They are different ages, they come from different countries. None of them is perfect, but they answered a call, they came to Loppiano to serve the families attending the Loreto School.
When I arrive it is already night and there is frost outside. The appointment is in the parlour of Casa Felicetta, a typical Tuscan stone building in Montelfi. I knock, trying to contain my impatience because of the cold. Fortunately, a voice immediately says, ‘come in’. I enter, greeted by the music of an opera whose title I cannot remember. I didn’t expect that, but I like it: it makes the atmosphere warmer. They are all already there waiting for me. “As if they were round the fire“, I think to myself. But there is no fireplace, they are simply sitting, some on chairs, some on armchairs or the sofa, in a cosy circle, I would call it a ‘family’ atmosphere, because of the place where we are: the Loreto School for families in Loppiano. “They” are the group of animators: Maria Angelica and Lucio Rojas, from Colombia; Daniela and Enrico Borello, from Italy; Yara and Jose Luis Zepeda, newcomers from Mexico. Together, they will accompany the families who have chosen to attend the Loreto School this year. “We are 7 families, including 14 adults and 7 children, coming, apart from us, from Norway, Argentina, Korea and Costa Rica,” explains Maria Angelica.
The Rojas couple have been here since September 2023. She is a dentist, he a retired university professor. “Each of us has a different story behind us. We were asked to come here at a difficult time for our family. After a discernment with our children, we realised that saying ‘yes’ would be an important opportunity for them to grow. And so we set off,” Maria Angelica recalls.
“For us, there was no real request to move to Loppiano,” explains Enrico, also retired, with a past as a trainer in the prison environment. We were already here to accompany one of our children at a very difficult time for him”. His wife Daniela, who taught in a primary school for 42 years, points out: “They said: why don’t you move to the Loreto School? So, here we are. Happy with the choice because it was our wish to stay a while longer in Loppiano.”
Yara and Jose Luis are 50 and 48 years old respectively. She is a university tutor, and he is an entrepreneur. This is not their first time at the Loreto School. They had attended it as ‘students’ between 2017 and 2018. They arrived here with their youngest son, Francisco, who recently turned 19, and decided to leave the family nest to do the Youth Project experience, also in Loppiano. ” We have four children. But now that they are all grown up, we find ourselves alone for the first time,” confides Jose Luis, a little lost, “That is why we felt the need to return to Loppiano, to learn to give ourselves in a different way and also to share this new stage of our lives with other families.

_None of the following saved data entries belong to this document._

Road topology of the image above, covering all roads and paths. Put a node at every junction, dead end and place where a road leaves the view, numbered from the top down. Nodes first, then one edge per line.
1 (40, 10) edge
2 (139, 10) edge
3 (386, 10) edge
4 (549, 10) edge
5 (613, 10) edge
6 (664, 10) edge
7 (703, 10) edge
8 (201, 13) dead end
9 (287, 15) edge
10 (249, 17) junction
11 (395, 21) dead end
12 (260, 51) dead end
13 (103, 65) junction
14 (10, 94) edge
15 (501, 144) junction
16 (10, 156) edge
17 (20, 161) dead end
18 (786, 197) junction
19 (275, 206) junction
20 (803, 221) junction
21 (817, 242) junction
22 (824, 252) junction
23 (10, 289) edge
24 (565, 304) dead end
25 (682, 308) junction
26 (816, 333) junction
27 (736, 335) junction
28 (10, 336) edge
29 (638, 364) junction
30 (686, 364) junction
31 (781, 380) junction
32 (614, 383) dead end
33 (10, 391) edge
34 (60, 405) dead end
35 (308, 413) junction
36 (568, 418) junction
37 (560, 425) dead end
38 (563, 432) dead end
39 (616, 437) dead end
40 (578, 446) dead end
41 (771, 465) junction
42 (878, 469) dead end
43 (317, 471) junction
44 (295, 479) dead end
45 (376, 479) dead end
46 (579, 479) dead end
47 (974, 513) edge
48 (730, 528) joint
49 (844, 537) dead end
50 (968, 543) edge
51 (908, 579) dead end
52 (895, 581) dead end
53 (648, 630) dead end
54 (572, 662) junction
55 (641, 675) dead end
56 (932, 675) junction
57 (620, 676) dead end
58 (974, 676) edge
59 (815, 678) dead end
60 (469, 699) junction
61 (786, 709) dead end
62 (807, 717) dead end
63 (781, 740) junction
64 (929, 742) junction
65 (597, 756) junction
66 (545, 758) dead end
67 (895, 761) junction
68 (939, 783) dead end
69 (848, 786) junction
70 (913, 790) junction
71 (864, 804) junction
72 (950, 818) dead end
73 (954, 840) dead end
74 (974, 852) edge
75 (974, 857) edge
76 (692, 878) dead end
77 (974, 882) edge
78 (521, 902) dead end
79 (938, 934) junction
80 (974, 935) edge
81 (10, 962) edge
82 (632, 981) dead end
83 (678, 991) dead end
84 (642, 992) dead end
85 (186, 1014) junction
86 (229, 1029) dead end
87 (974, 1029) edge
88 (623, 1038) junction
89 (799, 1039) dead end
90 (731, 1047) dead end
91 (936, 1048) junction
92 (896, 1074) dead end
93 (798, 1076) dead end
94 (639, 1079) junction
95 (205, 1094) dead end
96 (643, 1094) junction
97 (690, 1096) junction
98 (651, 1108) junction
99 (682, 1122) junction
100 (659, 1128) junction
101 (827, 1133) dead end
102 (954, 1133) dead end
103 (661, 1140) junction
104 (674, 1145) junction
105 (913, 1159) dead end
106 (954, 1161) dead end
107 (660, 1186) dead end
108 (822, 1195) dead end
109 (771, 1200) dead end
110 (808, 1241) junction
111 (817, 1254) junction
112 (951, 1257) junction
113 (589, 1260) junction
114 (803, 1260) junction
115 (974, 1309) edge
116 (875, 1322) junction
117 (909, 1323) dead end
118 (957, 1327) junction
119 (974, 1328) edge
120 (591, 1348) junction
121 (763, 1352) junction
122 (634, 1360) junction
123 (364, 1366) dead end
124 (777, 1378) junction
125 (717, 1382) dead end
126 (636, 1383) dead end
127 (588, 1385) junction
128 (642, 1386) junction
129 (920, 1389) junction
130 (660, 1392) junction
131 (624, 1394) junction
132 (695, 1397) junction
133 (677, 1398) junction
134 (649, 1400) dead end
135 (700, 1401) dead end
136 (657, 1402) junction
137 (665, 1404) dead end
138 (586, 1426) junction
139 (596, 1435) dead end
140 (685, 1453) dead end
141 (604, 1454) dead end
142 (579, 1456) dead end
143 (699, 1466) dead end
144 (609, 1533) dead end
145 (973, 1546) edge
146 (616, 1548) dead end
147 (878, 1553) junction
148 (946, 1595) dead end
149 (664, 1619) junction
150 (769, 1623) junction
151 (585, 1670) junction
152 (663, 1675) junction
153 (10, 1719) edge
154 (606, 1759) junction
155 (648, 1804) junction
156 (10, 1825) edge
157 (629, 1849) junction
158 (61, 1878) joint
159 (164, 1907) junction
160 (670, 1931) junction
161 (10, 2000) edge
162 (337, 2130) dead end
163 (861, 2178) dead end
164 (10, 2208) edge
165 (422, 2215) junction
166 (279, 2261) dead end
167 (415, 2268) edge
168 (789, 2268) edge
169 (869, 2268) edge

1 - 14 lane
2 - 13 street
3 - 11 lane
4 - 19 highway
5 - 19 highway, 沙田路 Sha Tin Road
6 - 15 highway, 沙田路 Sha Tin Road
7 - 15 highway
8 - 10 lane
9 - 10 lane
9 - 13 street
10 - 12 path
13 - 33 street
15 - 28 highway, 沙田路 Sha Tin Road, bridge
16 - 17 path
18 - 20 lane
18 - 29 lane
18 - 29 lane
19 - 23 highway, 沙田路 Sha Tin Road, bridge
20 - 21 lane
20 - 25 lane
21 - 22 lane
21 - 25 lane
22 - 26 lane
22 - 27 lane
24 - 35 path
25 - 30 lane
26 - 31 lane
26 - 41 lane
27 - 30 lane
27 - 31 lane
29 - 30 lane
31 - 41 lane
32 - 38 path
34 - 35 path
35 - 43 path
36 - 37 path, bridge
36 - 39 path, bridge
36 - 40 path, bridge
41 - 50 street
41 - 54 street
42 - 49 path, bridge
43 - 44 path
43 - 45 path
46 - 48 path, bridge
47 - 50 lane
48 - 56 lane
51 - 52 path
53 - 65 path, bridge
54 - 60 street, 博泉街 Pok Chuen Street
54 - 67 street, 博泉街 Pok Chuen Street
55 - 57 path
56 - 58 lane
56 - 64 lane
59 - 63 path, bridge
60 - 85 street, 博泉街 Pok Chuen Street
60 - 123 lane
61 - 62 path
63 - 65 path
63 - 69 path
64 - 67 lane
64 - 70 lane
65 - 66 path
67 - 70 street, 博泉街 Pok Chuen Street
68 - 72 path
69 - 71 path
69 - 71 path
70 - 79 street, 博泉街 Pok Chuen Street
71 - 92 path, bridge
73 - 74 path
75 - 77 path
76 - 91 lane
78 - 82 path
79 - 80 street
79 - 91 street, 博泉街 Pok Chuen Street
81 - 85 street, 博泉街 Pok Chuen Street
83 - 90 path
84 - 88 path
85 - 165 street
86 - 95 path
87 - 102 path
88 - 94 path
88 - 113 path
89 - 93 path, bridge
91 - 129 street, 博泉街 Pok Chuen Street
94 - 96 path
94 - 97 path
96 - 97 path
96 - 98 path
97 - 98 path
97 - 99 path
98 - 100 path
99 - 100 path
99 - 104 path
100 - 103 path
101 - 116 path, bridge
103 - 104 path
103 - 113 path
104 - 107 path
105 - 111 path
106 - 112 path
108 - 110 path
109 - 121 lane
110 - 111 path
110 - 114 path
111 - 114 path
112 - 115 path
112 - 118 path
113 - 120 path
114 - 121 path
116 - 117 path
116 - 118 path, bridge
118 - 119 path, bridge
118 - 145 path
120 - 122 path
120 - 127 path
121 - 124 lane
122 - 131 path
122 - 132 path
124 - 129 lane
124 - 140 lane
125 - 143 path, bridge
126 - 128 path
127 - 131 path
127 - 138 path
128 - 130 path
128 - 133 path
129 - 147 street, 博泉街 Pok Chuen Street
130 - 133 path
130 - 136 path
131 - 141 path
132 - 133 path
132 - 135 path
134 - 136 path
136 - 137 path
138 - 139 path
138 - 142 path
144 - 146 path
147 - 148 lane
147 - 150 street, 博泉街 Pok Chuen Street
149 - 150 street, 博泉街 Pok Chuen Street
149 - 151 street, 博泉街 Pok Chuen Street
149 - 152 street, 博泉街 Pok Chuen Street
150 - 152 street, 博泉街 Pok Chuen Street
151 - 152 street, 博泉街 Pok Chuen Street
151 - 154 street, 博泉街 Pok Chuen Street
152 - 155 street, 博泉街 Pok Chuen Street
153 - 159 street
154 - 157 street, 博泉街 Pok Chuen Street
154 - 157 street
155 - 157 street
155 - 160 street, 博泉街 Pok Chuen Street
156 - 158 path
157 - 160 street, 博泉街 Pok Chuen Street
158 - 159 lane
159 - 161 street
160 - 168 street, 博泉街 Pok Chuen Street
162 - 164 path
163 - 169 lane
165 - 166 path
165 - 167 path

Sitting, “as if around the fire”, you listen to and take in these precious confidences of real families, by no means perfect or ideal. And you realise that at this Special School, no one puts themselves in the driving seat. “As a team, we try to welcome and love the families that arrive,” Daniela tries to explain. “We do not feel different from them, on the contrary, we feel just like them. So, it’s about listening to what they have to say, to their needs. Experiencing the difficulties that may arise together with them. Without giving pre-packaged solutions but walking together”. Maria Angelica adds: “We always say that the school is built day by day. It is not an academic experience: although you do learn. Nor is it an exotic experience, where you live with families from other countries. But it is a life experience. And what we, as animators, can offer is love, unity, first among us. To let ourselves be guided by God so that He can, also through us, manifest to these families the task or the path to follow”.